Do you really feel you have to sleep with everyone who wants to sleep with you? He approached you and asked you for sex. Can you not see how wrong that is? He is not interested in you at all. He just wants another notch.

NotmyrealNC · 22/10/2024 00:34

healthybychristmas · 22/10/2024 00:31

Do you really feel you have to sleep with everyone who wants to sleep with you? He approached you and asked you for sex. Can you not see how wrong that is? He is not interested in you at all. He just wants another notch.

Not at all! See my previous posts.

OP posts:
tintedstratus · 22/10/2024 00:35

To paraphrase Marsha from Spaced: ride him like a bitch from hell.

McSilkson · 22/10/2024 00:41

TheSnugHare · 21/10/2024 23:50

Well I didn’t realise that 35 year old women would consider a 25 year old man so next time I see someone around that age I won’t assume they aren’t interested

Edited

Maybe you should work on fixing your own insecurity, instead of making ageist and sexist assumptions about other women. Did you think all women in their mid 30s were safely shut up in their homes, sipping on Horlicks, incapable of feeling attraction to an adult man in his prime?
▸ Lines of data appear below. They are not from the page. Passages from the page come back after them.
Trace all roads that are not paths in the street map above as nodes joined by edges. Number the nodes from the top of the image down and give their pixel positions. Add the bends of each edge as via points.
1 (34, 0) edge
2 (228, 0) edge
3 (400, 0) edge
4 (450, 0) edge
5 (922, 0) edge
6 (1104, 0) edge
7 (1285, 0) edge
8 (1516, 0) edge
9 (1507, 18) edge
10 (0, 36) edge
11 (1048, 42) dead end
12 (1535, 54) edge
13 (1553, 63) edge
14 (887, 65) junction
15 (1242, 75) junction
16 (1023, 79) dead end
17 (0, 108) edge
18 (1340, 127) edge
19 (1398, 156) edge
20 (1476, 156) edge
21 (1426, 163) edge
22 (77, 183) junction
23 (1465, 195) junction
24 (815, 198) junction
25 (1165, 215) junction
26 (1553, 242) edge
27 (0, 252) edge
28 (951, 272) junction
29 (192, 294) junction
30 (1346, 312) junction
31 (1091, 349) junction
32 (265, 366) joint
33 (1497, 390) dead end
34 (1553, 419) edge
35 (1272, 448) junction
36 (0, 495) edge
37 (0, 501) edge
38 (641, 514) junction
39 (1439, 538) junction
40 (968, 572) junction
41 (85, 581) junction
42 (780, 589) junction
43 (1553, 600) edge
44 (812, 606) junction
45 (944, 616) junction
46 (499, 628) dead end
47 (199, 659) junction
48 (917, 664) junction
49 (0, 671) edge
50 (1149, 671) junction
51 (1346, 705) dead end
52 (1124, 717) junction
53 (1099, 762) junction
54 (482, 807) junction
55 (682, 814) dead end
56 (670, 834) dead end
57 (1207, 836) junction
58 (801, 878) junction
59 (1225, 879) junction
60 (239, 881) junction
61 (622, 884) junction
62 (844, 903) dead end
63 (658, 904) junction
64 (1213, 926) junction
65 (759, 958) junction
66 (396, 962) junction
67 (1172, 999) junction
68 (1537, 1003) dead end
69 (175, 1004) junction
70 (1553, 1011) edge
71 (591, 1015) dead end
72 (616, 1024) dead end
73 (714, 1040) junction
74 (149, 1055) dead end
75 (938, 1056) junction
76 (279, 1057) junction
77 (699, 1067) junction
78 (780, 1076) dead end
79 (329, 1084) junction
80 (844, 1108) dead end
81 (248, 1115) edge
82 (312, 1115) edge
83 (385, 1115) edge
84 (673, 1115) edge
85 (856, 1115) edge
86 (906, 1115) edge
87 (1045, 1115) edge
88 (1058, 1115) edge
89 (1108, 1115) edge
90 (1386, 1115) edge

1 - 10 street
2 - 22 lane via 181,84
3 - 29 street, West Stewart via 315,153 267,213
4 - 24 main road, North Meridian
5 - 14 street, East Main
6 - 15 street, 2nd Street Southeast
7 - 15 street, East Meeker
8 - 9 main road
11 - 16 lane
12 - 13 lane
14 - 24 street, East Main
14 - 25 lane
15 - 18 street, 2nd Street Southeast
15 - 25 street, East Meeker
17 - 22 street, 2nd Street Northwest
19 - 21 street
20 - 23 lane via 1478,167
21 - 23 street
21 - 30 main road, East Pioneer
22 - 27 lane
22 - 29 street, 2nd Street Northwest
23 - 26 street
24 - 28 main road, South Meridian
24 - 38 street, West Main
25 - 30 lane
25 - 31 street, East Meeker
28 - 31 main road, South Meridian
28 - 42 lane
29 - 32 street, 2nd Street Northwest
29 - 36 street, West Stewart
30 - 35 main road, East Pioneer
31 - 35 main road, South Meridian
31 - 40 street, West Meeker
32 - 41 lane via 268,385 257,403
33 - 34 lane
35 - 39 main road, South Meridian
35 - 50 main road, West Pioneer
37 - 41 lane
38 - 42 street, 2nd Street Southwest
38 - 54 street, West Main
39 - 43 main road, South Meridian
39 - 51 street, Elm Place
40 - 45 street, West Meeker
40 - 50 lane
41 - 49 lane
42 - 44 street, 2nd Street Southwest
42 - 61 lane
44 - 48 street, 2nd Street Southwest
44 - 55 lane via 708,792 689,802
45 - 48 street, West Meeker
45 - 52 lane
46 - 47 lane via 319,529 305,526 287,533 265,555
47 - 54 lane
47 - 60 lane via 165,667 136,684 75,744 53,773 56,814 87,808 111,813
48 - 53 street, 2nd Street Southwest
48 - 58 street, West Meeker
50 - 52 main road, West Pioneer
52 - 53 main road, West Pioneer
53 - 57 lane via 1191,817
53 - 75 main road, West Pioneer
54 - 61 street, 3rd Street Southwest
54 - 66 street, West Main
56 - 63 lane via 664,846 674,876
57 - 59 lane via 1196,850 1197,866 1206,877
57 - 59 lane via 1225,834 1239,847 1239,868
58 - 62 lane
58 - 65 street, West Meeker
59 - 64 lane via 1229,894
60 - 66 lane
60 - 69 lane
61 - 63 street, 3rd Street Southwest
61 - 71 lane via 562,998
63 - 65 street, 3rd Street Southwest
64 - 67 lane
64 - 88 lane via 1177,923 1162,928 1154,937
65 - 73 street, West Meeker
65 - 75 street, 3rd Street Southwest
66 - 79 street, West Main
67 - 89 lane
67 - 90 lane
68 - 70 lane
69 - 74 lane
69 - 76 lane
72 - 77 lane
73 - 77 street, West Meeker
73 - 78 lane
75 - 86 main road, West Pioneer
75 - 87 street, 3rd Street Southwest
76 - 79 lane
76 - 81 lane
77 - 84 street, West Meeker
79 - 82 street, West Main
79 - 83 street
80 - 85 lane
So, you're presumably attracted to men older than yourself - and your boyfriend is presumably attracted to younger women still in their teens - but you don't think it can work the other way around between two bona fide adults? That old sexist double standard... 🙄

And, let's face it, if your 25-yr-old boyfriend were to hook up with a 35-yr-old woman, it would be entirely his responsibility for cheating on you, not the hypothetical temptress woman, who could be completely unaware of your existence. You've managed to simultaneously demonstrate a lack of faith in your relationship/boyfriend, and make women the baddies when it comes to men in relationships cheating. Congrats!

These threads never fail to bring out the most sexist, ageist and ridiculous views to be found on Mumsnet. Lots of threads on this forum hand-wringing about snowflakes, helicopter parenting and the latest generations being ill-equipped to deal with adult life, while people on this thread are describing adults in their mid 20s as "children"! Gee, perhaps there could be a connection... 🙄

anyfright · 22/10/2024 00:45

Definitely. All men lose their looks by the time they're 30. You're both in your prime. Go for it.

McSilkson · 22/10/2024 00:50

TheSnugHare · 22/10/2024 00:14

20 year olds aren’t biologically children no but their brains haven’t developed until they’re atleast 25, if they have autism themselves they will have developmental delay in areas of their brain which extends that - because that’s what autism is, developmental delay! But besides that it’s gross that a 30 year something year old woman could look at a 20 year old man and think a certain way about him but now you’ve explained you’re autistic yourself it explains why you can’t see that cos you won’t understand what’s socially acceptable

20 year olds aren’t biologically children no but their brains haven’t developed until they’re atleast 25,

BINGO!!!

Your brain isn't "fully developed" until you're dead. We grow and change throughout life, and we all "mature" in various ways at different ages.